It was the first time in months that Cassie and John Senior spent time alone in one another’s company. They ate in silence but for the clatter and scrape of cutlery and the regular clicking of John Senior’s jaw as he chewed, the sound like a clockwork sprocket marking time. He had seemed unconcerned about Buchan’s prying while the officer was in the house and hadn’t mentioned him since he left with John Peyton and Mary, but his churlish manner seemed heavier than she remembered. He refused to talk even about the course of the day’s work, the weather. Most nights the Old Hag dragged him out of sleep and he woke Cassie with his yelling.
She had always maintained a rigid lack of curiosity about what the old man was thinking, about his personal life or his past. Her affection for John Senior was clean and uncomplicated, a limited thing but genuine, and it had endured unchanged for years. She had overheard enough scraps of conversation in her days to know he had been party to rough dealings on the shore, but more detail than that she was willing to forego. Insisted on foregoing, in fact. She navigated her way around John Senior like a blinkered horse on a well-worn path, looking neither right nor left. It was enough for her that he was forthright and fair in his dealings with her, that his taste for drink never led to crying jags or fits of wild pacing and stammering.

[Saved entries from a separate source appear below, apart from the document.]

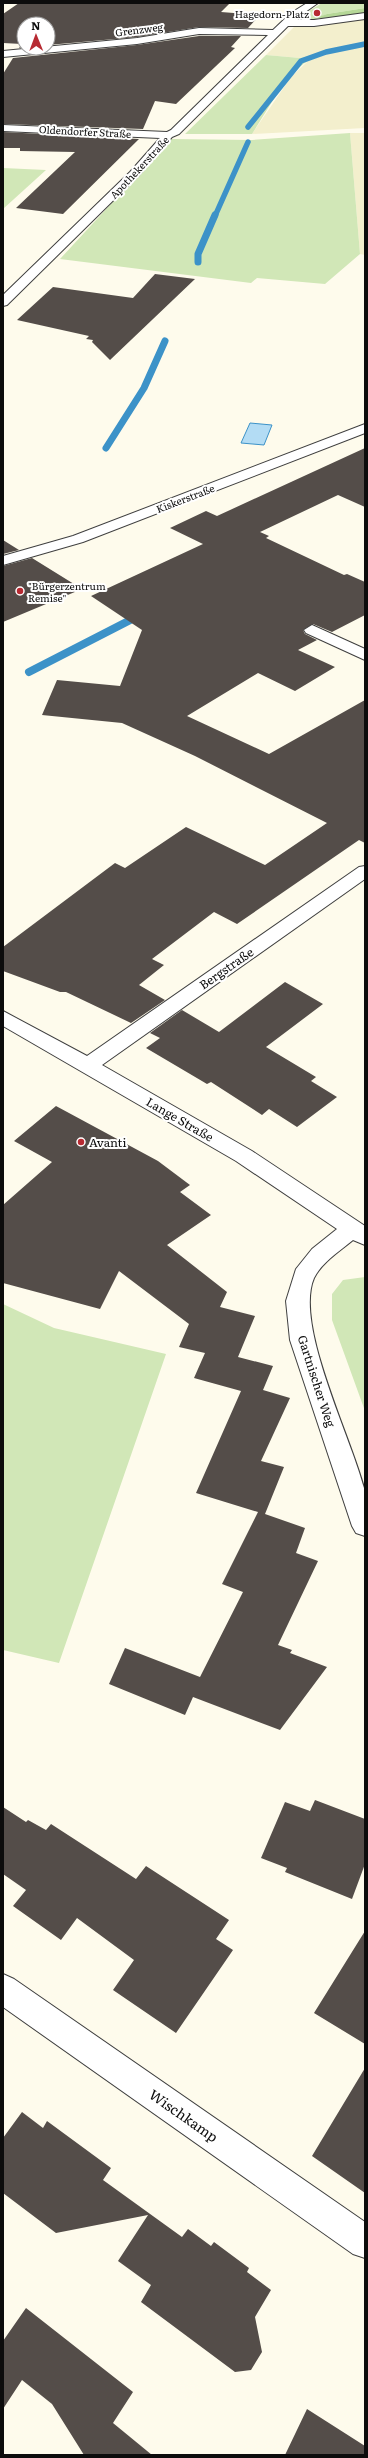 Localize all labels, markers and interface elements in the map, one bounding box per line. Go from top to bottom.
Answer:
place label: Hagedorn-Platz [235,6,309,21]
marker: Hagedorn-Platz [312,8,322,18]
north arrow [16,16,56,56]
text: N [31,17,41,33]
street label: Grenzweg [114,19,164,39]
street label: Oldendorfer Straße [39,121,131,141]
street label: Apothekerstraße [106,132,172,202]
street label: Kiskerstraße [154,480,216,516]
place label: "Bürgerzentrum Remise" [28,578,106,605]
marker: "Bürgerzentrum Remise" [15,586,25,596]
street label: Bergstraße [195,943,257,993]
street label: Lange Straße [143,1092,217,1146]
place label: Avanti [89,1133,126,1151]
marker: Avanti [76,1137,86,1147]
street label: Gartnischer Weg [294,1333,340,1430]
street label: Wischkamp [145,2084,223,2146] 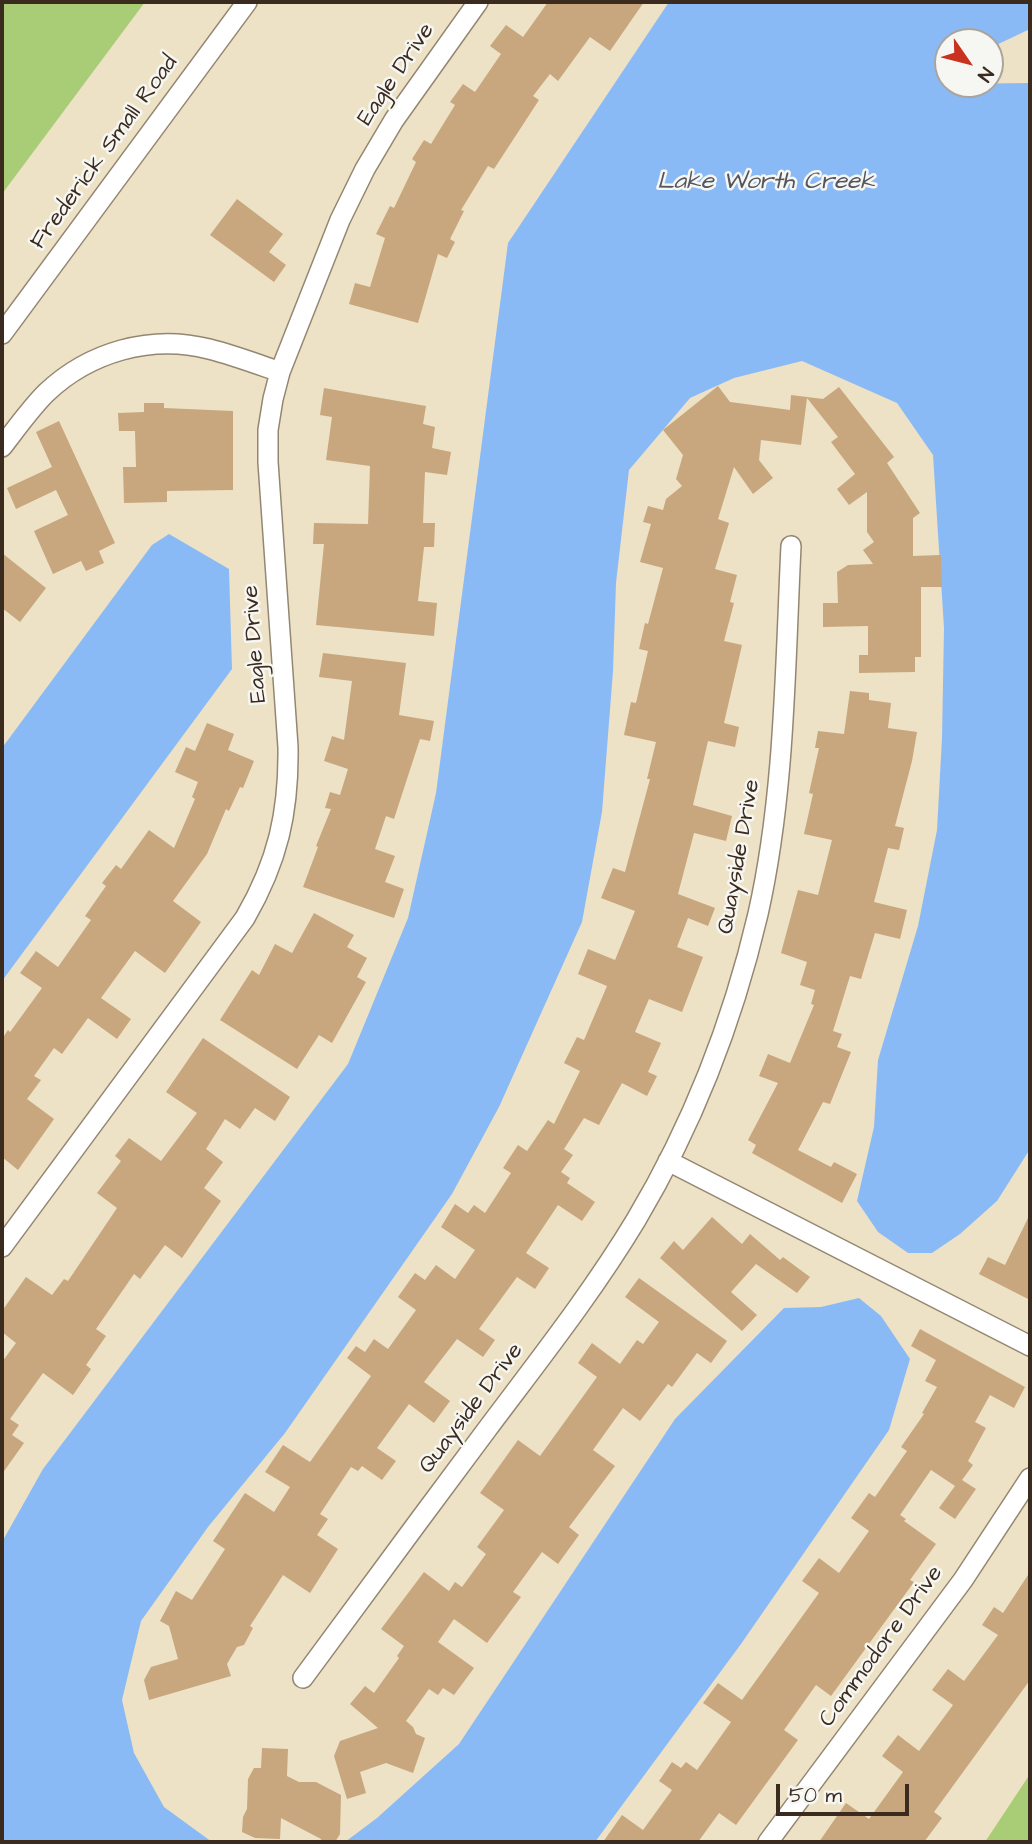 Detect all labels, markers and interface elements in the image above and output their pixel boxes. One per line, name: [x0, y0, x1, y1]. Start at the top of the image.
street label: Eagle Drive: [353, 18, 441, 132]
north arrow: [934, 28, 1004, 98]
street label: Frederick Small Road: [25, 51, 185, 255]
text: N: [971, 62, 999, 87]
water label: Lake Worth Creek: [657, 169, 875, 197]
street label: Eagle Drive: [238, 584, 274, 704]
street label: Quayside Drive: [713, 778, 767, 936]
street label: Quayside Drive: [414, 1338, 530, 1480]
street label: Commodore Drive: [814, 1561, 950, 1733]
scale bar: [780, 1770, 913, 1814]
text: 50 m: [789, 1781, 842, 1810]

That he never laid a hand on her.
But she watched him now with a question in her head and nothing she did to distract herself from it was any help. She knew it was impossible to come at it directly and one evening after she brought him his tea she said, “Why did the Reds kill Harry Miller?”
John Senior shifted in his seat. “No saying why that crowd does what it does.” He looked at her steadily then as if something about her had changed, her hair or the colour of her eyes, and he was at a loss to say exactly what it was.
“Joe Reilly said he was a hard man.”
He nodded. “As hard a man as ever I seen. There’s any number of stories could account for the Reds disliking him. Not one of them is fit for a woman’s ears, Cassie.”
“I know hard things have been done on the shore.”
John Senior shook his head. “What you know,” he said softly, “amounts to a piece of dun fish.”
“I’ll let you know when I’ve had enough.”
He said, “I think I would prefer a drop of rum to this tea.”
In the fall of 1781, a group of Beothuk delayed their trip down the River Exploits to the winter camp until after Harry Miller left his house on Burnt Island. He was on his way into St. John’s with the season’s catch and from there was travelling to Poole. He rarely made the trip to England any more, but was making an exception to attend the wedding of his business partner.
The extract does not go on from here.